Rising debt insurance costs showed foreign investors continuing to hedge against geopolitical risk in the Gulf; five-year Saudi credit default swaps, used to hedge against a sovereign debt default, climbed a further 7 points on Tuesday to 173 points, the highest level since at least 2010.
But instability in the global economy is still a bigger worry than geopolitics for the Saudi stock market, and it continued to dampen the petrochemical sector on Tuesday.
Heavyweight Saudi Basic Industries slid 2.3 percent and Advanced Petrochemical lost 3.6 percent.
Both companies announced last week that their operating costs would increase after the government reduced price support for natural gas feedstock and hiked electricity tariffs.
Some banks recovered part of the previous session’s losses.
Islamic lender Alinma rose 1.4 percent, after sliding 3.7 percent on Monday.

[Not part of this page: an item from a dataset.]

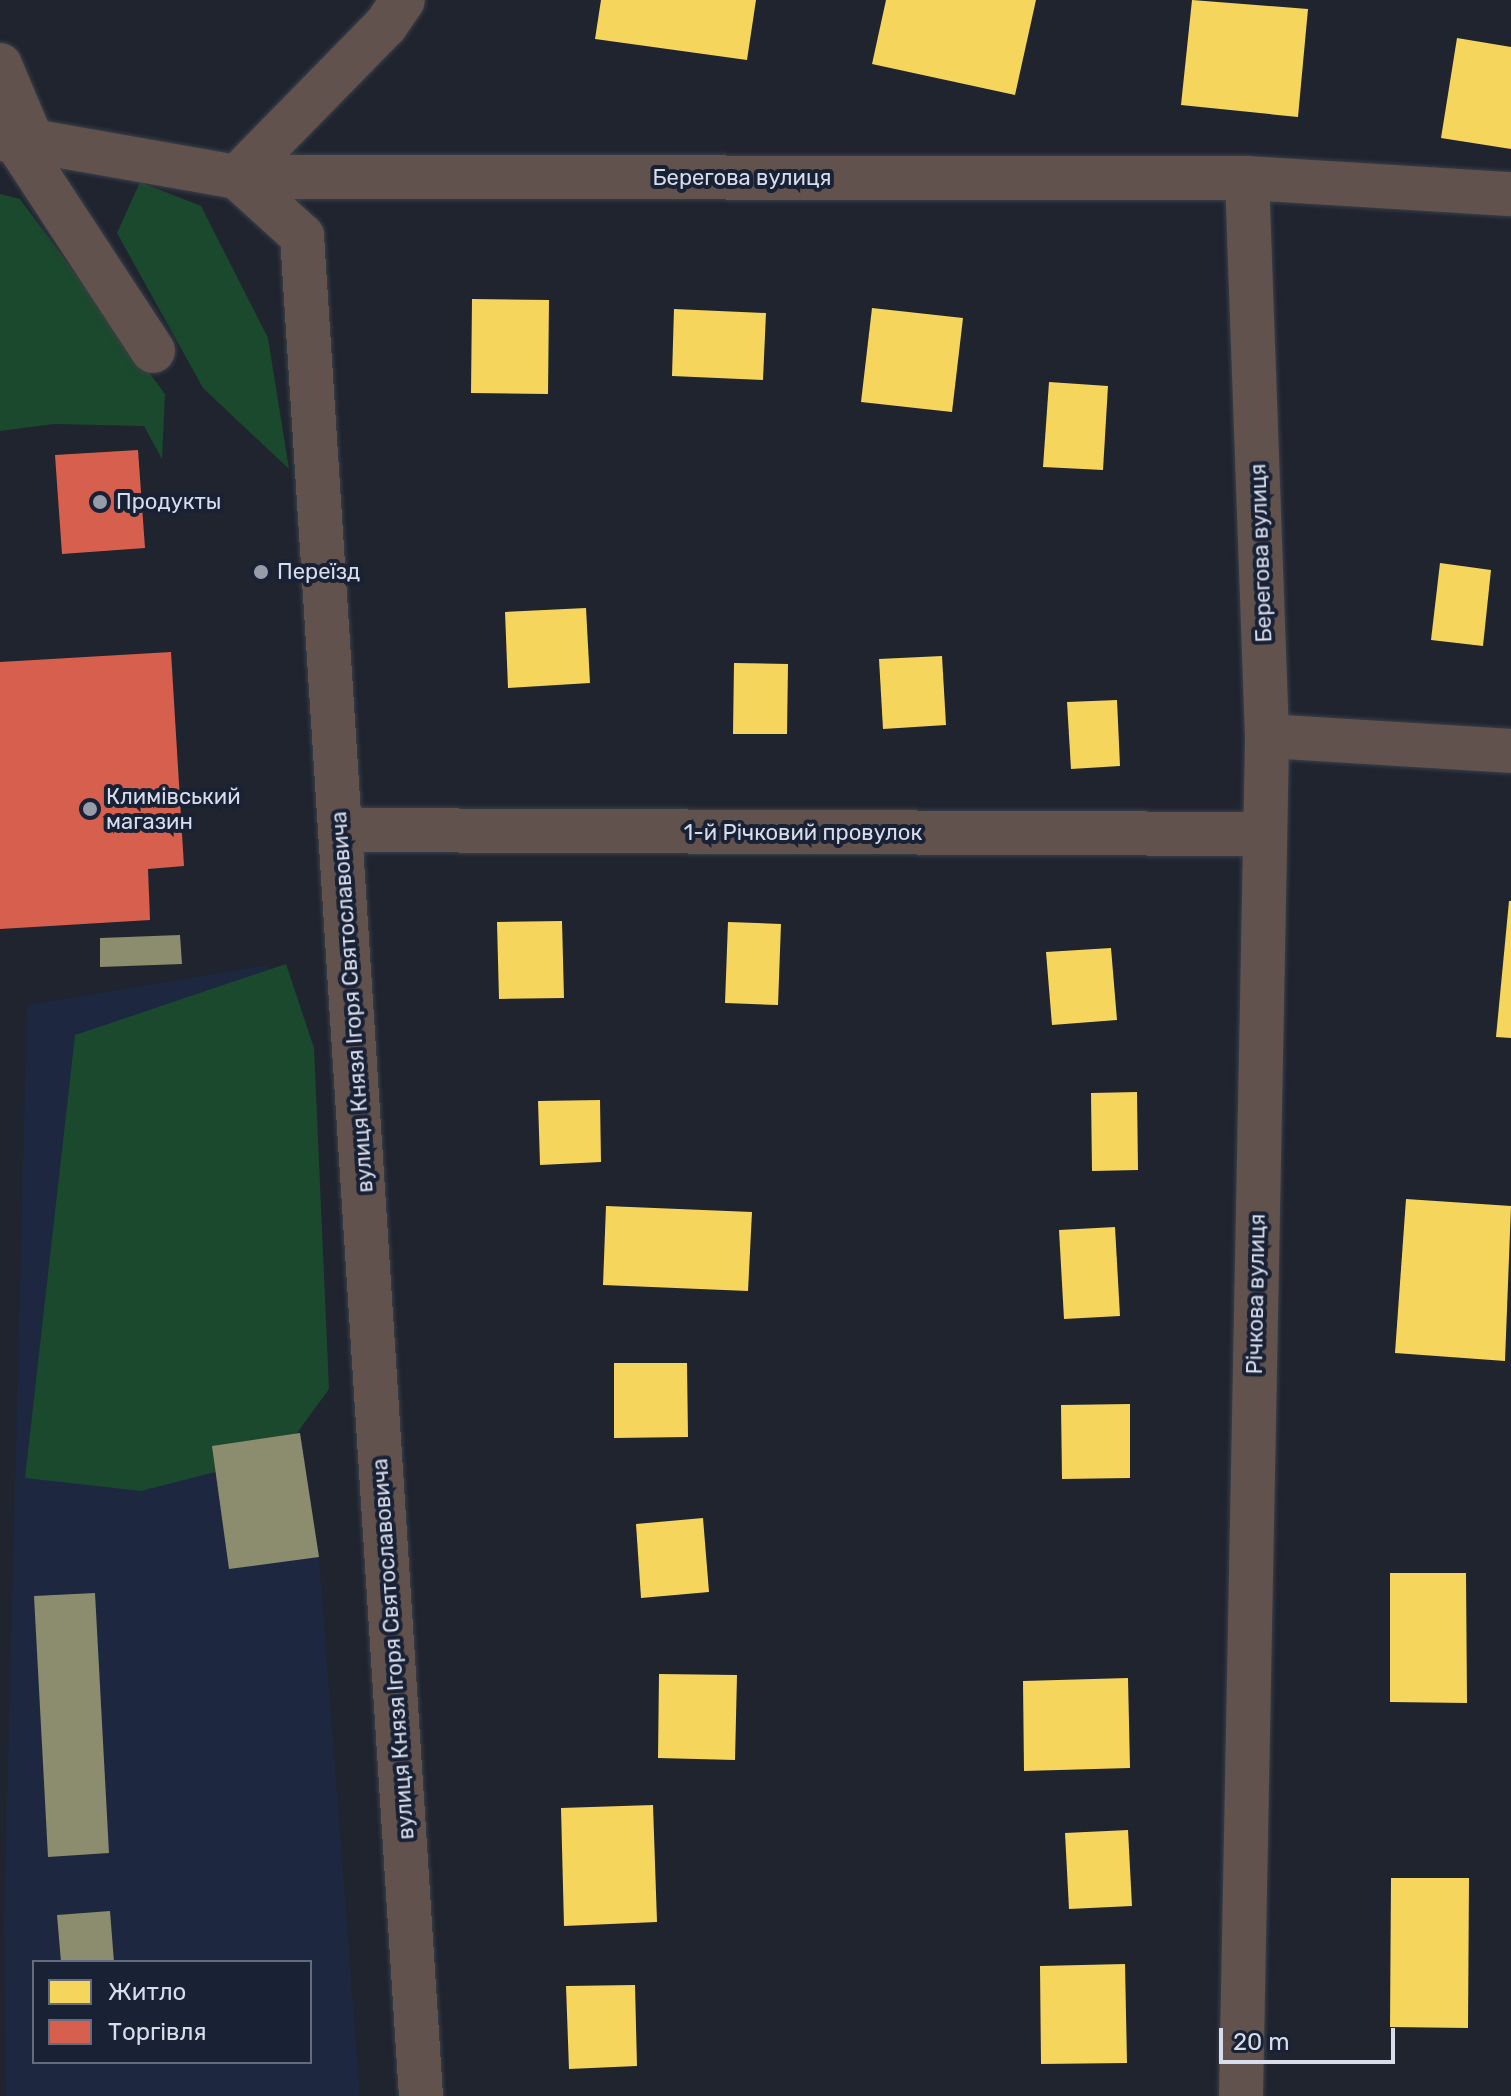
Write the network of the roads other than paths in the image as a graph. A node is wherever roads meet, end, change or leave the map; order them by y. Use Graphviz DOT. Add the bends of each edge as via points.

Al-Rajhi, the largest retail Islamic bank, advanced 2.4 percent for its fourth straight session of gains. Elsewhere in the Gulf, Abu Dhabi’s index .rose 1.6 percent on the back of gains in some blue-chip banks; First Gulf Bank jumped 3.3 percent and Abu Dhabi Commercial Bank added 3.4 percent.
But Dubai edged down 0.2 percent and Qatar fell 0.8 percent in a broad-based decline.
However, Qatar’s Islamic Holding, a financial and investment firm, surged 8.3 percent in unusually heavy trade; the company is boosting its capital by as much as 50 percent through a rights issue.

Eligibility for the rights closed on Dec. 1 and subscriptions to the issue will run from Dec. 27 to Jan. 13.

Egypt rose 0.6 percent with exchange data showing non-Arab foreign investors were net buyers by a large margin.